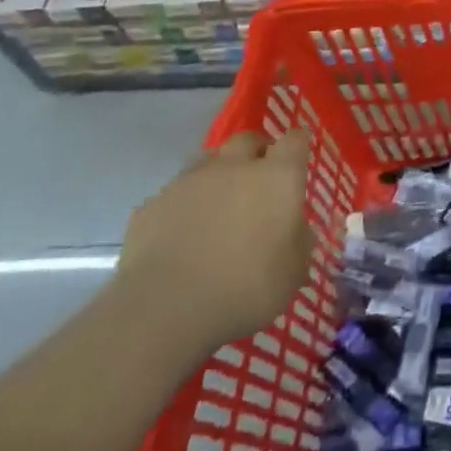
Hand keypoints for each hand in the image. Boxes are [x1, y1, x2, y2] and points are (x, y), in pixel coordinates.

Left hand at [116, 128, 314, 352]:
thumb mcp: (294, 271)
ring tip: (219, 205)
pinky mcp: (151, 206)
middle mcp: (234, 167)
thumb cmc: (246, 287)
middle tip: (260, 179)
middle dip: (257, 152)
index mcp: (277, 176)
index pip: (295, 140)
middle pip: (248, 140)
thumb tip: (296, 229)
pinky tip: (182, 235)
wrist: (164, 311)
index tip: (298, 163)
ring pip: (209, 162)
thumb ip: (299, 241)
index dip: (298, 147)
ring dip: (219, 175)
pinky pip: (174, 195)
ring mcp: (189, 182)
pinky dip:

* PROBLEM REQUIREMENTS *
Look above for the line containing "pinky tip: (182, 235)". From there to the final line of the entries, repeat every line exactly.

* OUTPUT BELOW *
pinky tip: (182, 235)
wrist: (164, 311)
index tip: (298, 163)
ring pip: (209, 162)
thumb ip: (299, 241)
index dip: (298, 147)
ring dip: (219, 175)
pinky pip: (174, 195)
ring mcp: (189, 182)
pinky dip:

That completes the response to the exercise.